他看着她。忽然,他低下头,在她的额头上,印下一个吻。像机场那样,像涨停时那样,像所有她不知道该怎么相信的时候那样。
"现在,"他说,声音轻得像叹息,"你可以让人靠近了。让我。让我们。"
她靠在他肩上,闻着檀木和古籍混合的气息。档案库里很冷,但她不冷。因为有人在身边,因为"我们"这个词,终于不再只是"我"的复数。
"顾沉舟,"她说,"我想看最后一页。"
"什么最后一页?"
"账本的最后一页,"她说,"前世的我,最后一笔记了什么?"
他翻到最后一页。泛黄的纸页上,字迹潦草,像某种紧急的、来不及工整的记录:
"崇祯元年,三月。热病。恐不久矣。账本交与堂弟沈知远。唯愿后世有人,能解此中异常。——知微绝笔。"
沈知微的血液凝固了。
"后世有人,"她重复这四个字,像某种古老的咒语,"能解此中异常。"
"我解了,"顾沉舟说,声音低得像叹息,"用了三年。从2019年的废墟里,从明代商业文书的迷宫里,从——"
"从什么?"
"从,"他说,看着她,目光像某种古老的星空,"从遇见你开始。"
她看着他。三百年,像一道鸿沟。但此刻,在这间档案库里,在这本泛黄的账本前,她忽然觉得那道鸿沟消失了。
因为他说"我解了"。
因为他说"从遇见你开始"。
因为他说"我们"。

【同一时刻,陆远的办公室】
陆远坐在黑暗中,面前是三台显示器。屏幕上,是故宫的监控截图——顾沉舟和沈知微,在档案库里,靠在一起,像某种古老的恋人。
"故宫,"他对着电话说,"他们去了故宫。看沈万三后人的账本。"
"要继续跟进吗?"电话那头问。
"不,"陆远笑了,那笑容里没有温度,像某种古老的面具,"发律师函。给顾沉舟,给沈知微,给周牧野,给陈默。告他们诽谤,告他们操纵市场,告他们——"
"告他们什么?"
"告他们,"陆远说,声音像某种古老的诅咒,"告他们'合谋制造虚假信息,损害远舟资本商业信誉'。让法院冻结他们的资产,限制他们的出境,让他们——"
"让他们什么?"
"让他们,"陆远说,目光落在屏幕上沈知微的脸上,那张和画像七分像的脸,"让他们知道,变量之所以可怕,不是因为它无法解释。是因为它会被消灭。"

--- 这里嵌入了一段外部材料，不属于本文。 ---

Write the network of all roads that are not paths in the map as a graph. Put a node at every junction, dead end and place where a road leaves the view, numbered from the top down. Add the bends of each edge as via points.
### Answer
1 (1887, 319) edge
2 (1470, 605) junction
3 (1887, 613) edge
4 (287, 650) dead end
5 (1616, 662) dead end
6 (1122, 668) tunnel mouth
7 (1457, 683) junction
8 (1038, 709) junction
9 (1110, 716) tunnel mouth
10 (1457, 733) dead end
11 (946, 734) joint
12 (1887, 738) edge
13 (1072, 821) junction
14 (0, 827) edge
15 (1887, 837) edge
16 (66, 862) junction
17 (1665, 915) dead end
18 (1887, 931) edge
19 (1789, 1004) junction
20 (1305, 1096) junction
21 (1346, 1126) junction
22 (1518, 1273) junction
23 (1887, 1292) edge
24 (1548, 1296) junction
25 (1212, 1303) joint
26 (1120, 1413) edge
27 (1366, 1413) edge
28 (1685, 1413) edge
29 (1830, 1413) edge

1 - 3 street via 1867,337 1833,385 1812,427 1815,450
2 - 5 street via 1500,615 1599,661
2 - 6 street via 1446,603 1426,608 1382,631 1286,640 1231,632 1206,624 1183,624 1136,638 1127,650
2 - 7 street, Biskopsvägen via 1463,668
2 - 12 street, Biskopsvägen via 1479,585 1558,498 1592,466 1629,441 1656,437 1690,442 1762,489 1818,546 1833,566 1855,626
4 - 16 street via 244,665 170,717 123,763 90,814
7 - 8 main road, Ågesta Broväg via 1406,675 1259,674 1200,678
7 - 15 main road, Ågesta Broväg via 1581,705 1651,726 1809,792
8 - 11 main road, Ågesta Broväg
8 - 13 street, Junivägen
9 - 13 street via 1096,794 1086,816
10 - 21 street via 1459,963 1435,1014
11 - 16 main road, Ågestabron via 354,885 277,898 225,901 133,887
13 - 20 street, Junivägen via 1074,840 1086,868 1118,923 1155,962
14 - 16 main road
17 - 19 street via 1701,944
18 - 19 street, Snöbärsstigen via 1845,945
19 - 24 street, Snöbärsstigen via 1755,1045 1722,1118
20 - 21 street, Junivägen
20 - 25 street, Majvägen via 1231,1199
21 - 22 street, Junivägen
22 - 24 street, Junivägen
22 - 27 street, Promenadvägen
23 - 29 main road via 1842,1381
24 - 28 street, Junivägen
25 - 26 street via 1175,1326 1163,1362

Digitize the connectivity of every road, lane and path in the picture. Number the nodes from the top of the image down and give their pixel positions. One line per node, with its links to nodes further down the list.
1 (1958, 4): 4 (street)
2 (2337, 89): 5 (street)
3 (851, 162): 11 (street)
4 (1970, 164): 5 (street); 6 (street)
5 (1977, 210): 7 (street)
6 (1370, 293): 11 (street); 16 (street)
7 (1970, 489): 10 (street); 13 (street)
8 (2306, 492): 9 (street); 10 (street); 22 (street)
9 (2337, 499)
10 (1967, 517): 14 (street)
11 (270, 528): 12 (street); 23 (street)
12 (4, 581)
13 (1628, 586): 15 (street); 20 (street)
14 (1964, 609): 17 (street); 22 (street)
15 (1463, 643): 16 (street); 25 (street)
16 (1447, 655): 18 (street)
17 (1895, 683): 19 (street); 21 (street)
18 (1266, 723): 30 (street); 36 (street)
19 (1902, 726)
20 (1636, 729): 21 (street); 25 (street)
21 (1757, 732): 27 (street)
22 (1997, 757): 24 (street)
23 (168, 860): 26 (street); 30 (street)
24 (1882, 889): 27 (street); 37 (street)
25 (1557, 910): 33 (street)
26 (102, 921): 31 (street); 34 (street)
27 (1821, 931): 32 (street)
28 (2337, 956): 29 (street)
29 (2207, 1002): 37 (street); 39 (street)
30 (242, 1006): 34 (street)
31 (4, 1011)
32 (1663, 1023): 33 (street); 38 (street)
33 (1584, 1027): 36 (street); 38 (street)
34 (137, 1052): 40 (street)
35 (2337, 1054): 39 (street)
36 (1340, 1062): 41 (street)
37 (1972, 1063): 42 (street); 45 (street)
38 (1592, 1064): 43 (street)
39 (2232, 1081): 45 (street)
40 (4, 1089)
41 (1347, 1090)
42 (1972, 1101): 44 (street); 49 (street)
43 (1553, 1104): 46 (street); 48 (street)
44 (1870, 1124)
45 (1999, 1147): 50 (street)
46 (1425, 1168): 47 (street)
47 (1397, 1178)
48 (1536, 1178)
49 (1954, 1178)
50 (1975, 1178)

他挂断电话,打开另一个窗口。屏幕上是一份法律文件,标题是《民事起诉状》,被告:顾沉舟,沈知微,周牧野,陈默。诉讼请求:赔偿损失一亿元,公开道歉,消除影响。
"一亿元,"他轻声说,"够让你们忙一阵子了。"
他关掉文件,打开微博。顾沉舟的那条"我们",还在热搜上,转发十万,评论五万。他点开评论区,输入:
"顾总,变量好看吗?账本好看吗?别忘了,看账本的人,也要付门票。而你的门票,可能比你想象的贵。"
发送。
他笑了。在黑暗中,在三台显示器的微光里,在某种她看不见的地方。
"游戏升级了,"他说,"从股市,到法庭。从跌停板,到——"
"到什么?"
"到,"他说,声音像某种古老的诅咒,"到看谁先崩溃。是你,还是你的'我们'。"